Egalement, son beau-père, médecin-chef pendant la guerre, et sa soeur, infirmière-major, sans oublier son épouse qui " partage mon malheureux sort ". (1)
Reis, interné à Drancy, sera déporté à Auschwitz, par le convoi n° 48, le 13 février 1943 où il sera exterminé le 18 février.

Toujours dans ce camp de La Lande, parmi les 133 internés du convoi n° 8, parti d'Angers le 20 juillet 1942, les Allemands regrouperont le 16 juillet, à 5 h du matin, les hommes valides.
Un survivant raconte : " Je me souviens d'un interné juif qui portait ses médailles militaires françaises, nombreuses, et aussi son étoile jaune. Les Allemands lui ont demandé d'enlever ses médailles, mais il s'y est refusé. Alors il a été battu à mort, le sang a coulé.

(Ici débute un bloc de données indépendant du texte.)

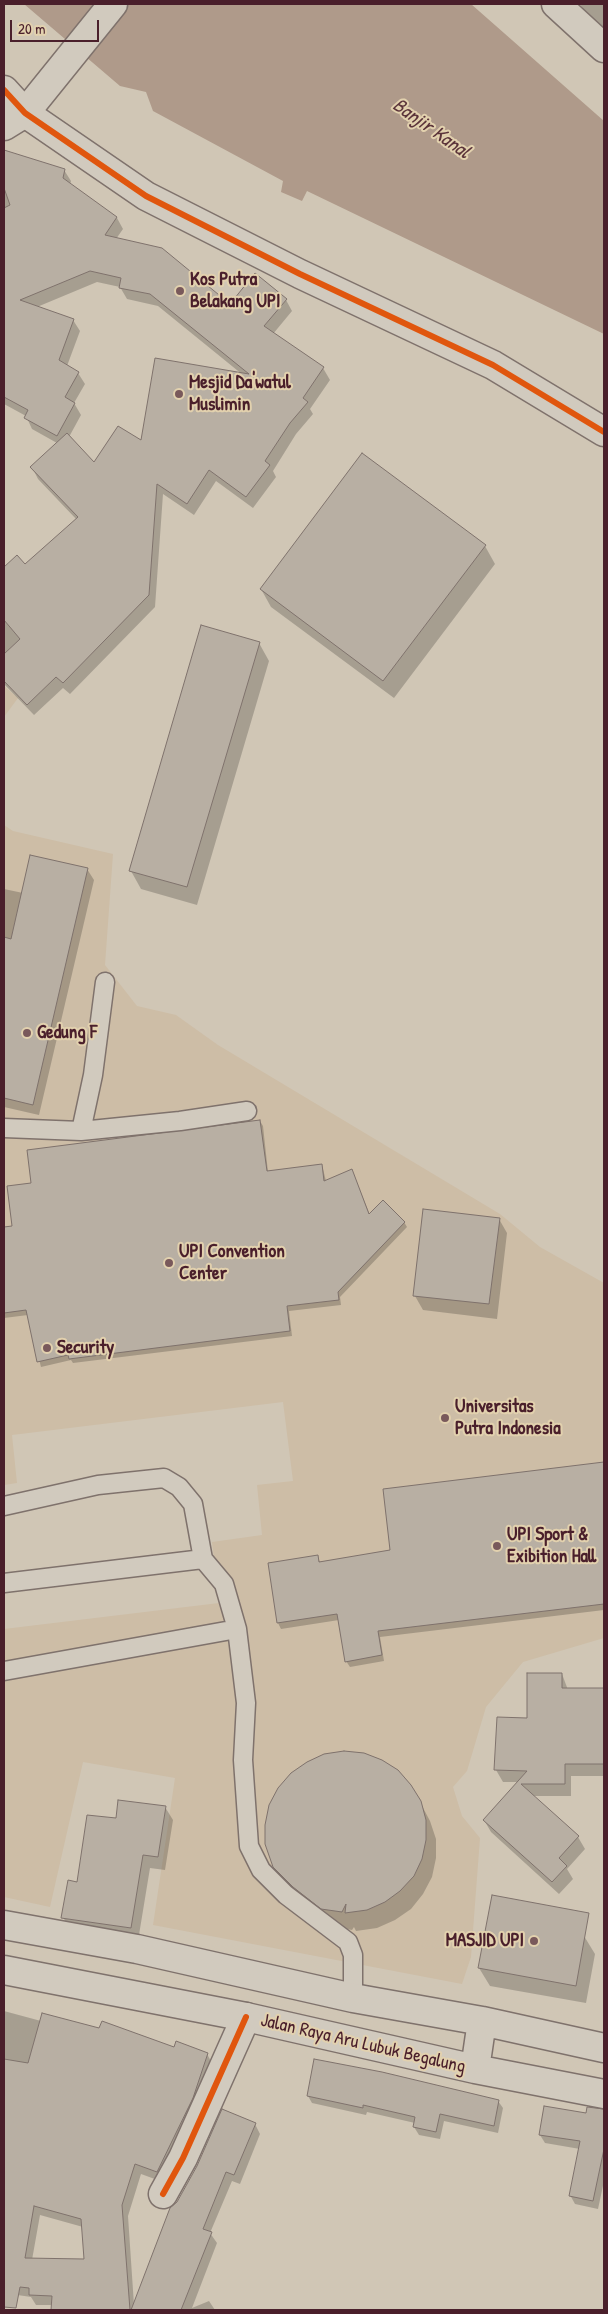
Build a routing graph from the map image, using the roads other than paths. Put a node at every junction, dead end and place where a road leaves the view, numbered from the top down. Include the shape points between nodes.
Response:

Quand il s'est relevé une fois, le chef de la Gestapo l'a frappé lui-même à coups de pieds et à coups de cravache ". (2)

Ce témoignage illustre la " double peine " infligée aux anciens combattants Juifs.
" Il faut interdire aux Juifs de porter des décorations, comme c'est le cas dans notre pays, et la question sera résolue " avait répondu le général Reinecke, du Haut commandement Allemand à Paris, à Georges Scapini, chef des services de protection des prisonniers de guerre, qui réclamait l'exemption de l'étoile aux anciens combattants Juifs décorés, considérant " pas convenable " le port d'une décoration française à côté d'une étoile juive. (3)

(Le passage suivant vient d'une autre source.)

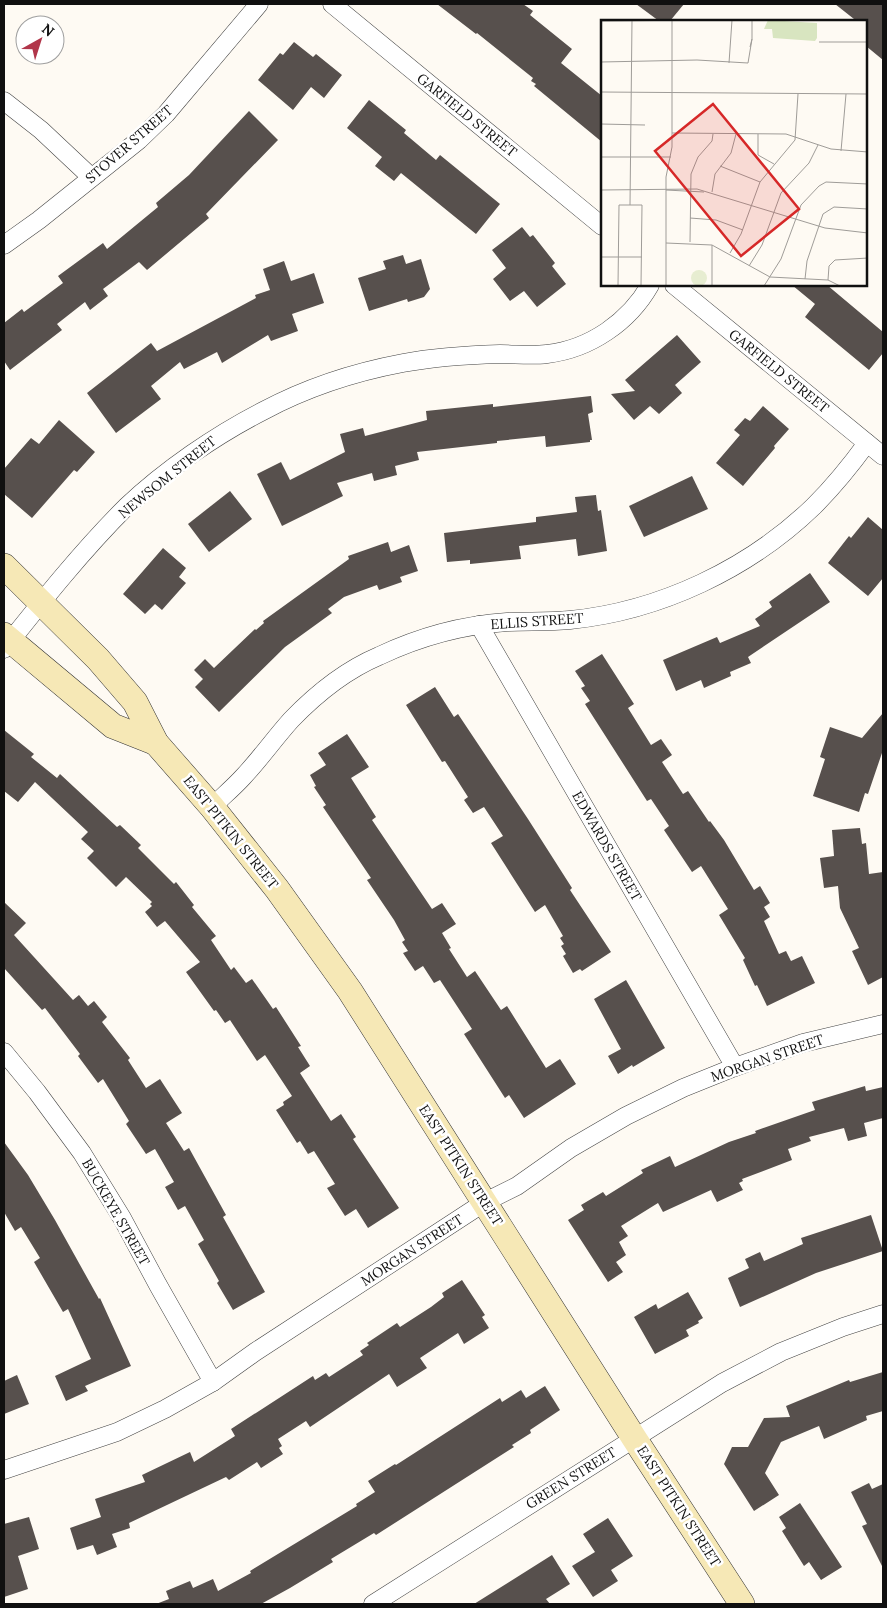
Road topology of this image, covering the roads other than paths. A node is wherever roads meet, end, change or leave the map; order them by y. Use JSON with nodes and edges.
{"nodes":[{"id":1,"x":259,"y":4,"type":"edge"},
{"id":2,"x":332,"y":4,"type":"edge"},
{"id":3,"x":4,"y":101,"type":"edge"},
{"id":4,"x":91,"y":177,"type":"junction"},
{"id":5,"x":601,"y":225,"type":"edge"},
{"id":6,"x":4,"y":245,"type":"edge"},
{"id":7,"x":649,"y":286,"type":"edge"},
{"id":8,"x":675,"y":286,"type":"edge"},
{"id":9,"x":867,"y":443,"type":"junction"},
{"id":10,"x":883,"y":456,"type":"edge"},
{"id":11,"x":4,"y":566,"type":"edge"},
{"id":12,"x":41,"y":603,"type":"junction"},
{"id":13,"x":479,"y":625,"type":"junction"},
{"id":14,"x":6,"y":642,"type":"edge"},
{"id":15,"x":156,"y":743,"type":"junction"},
{"id":16,"x":212,"y":807,"type":"junction"},
{"id":17,"x":883,"y":1024,"type":"edge"},
{"id":18,"x":4,"y":1052,"type":"edge"},
{"id":19,"x":735,"y":1066,"type":"junction"},
{"id":20,"x":485,"y":1202,"type":"junction"},
{"id":21,"x":883,"y":1314,"type":"edge"},
{"id":22,"x":213,"y":1382,"type":"junction"},
{"id":23,"x":634,"y":1438,"type":"junction"},
{"id":24,"x":4,"y":1470,"type":"edge"},
{"id":25,"x":373,"y":1604,"type":"edge"},
{"id":26,"x":742,"y":1604,"type":"edge"}],
"edges":[{"from":1,"to":4,"type":"street","name":"STOVER STREET"},
{"from":2,"to":5,"type":"street","name":"GARFIELD STREET"},
{"from":3,"to":4,"type":"street"},
{"from":4,"to":6,"type":"street","name":"STOVER STREET"},
{"from":7,"to":12,"type":"street","name":"NEWSOM STREET"},
{"from":8,"to":9,"type":"street","name":"GARFIELD STREET"},
{"from":9,"to":10,"type":"street","name":"GARFIELD STREET"},
{"from":9,"to":13,"type":"street","name":"ELLIS STREET"},
{"from":11,"to":12,"type":"street","name":"EAST PITKIN STREET"},
{"from":12,"to":14,"type":"street","name":"NEWSOM STREET"},
{"from":12,"to":15,"type":"street","name":"EAST PITKIN STREET"},
{"from":13,"to":16,"type":"street","name":"ELLIS STREET"},
{"from":13,"to":19,"type":"street","name":"EDWARDS STREET"},
{"from":14,"to":15,"type":"street","name":"EAST PITKIN STREET"},
{"from":15,"to":16,"type":"street","name":"EAST PITKIN STREET"},
{"from":16,"to":20,"type":"street","name":"EAST PITKIN STREET"},
{"from":17,"to":19,"type":"street","name":"MORGAN STREET"},
{"from":18,"to":22,"type":"street","name":"BUCKEYE STREET"},
{"from":19,"to":20,"type":"street","name":"MORGAN STREET"},
{"from":20,"to":22,"type":"street","name":"MORGAN STREET"},
{"from":20,"to":23,"type":"street","name":"EAST PITKIN STREET"},
{"from":21,"to":23,"type":"street","name":"GREEN STREET"},
{"from":22,"to":24,"type":"street","name":"MORGAN STREET"},
{"from":23,"to":25,"type":"street","name":"GREEN STREET"},
{"from":23,"to":26,"type":"street","name":"EAST PITKIN STREET"}]}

Les anciens combattants sont respectueux de l'administration et leur patriotisme est sans cesse rappelé.
Ainsi, André Weidenbach, de Vendôme, adressa le 7 juin 1942, une lettre au préfet du Loir-et-Cher, exposant son " cas particulier " justifiant une exemption d'étoile, après avoir appris " qu'il pouvait être fait des exceptions pour des cas particuliers ". (4)
Il parle de " vexation morale très pénible " le fait d'être " montré du doigt comme ayant une tare alors que ma vie et celle de mes parents n'a toujours été que droiture ".
Il met en avant plus d'un siècle et demi d'ancêtres français, et souligne que son père a été tué au champ d'honneur en février 1915.
Il ajoute que sa femme, née dans le Périgord, " est aryenne, mes deux enfants de religion catholique le sont aussi et je n'ai moi-même jamais opté pour la religion juive ".
La lettre sera transmise par le préfet le 26 juin, et le 13 juillet, la direction générale de la police au Ministère de l'Intérieur répond " qu'il ne lui appartient pas d'accorder de telles dispenses, ni même de les transmettre aux Autorités Allemandes. Il convient, en conséquence, d'inviter les juifs qui présenteraient des demandes de cet ordre, à s'adresser aux Kommandanturen dont ils dépendent ".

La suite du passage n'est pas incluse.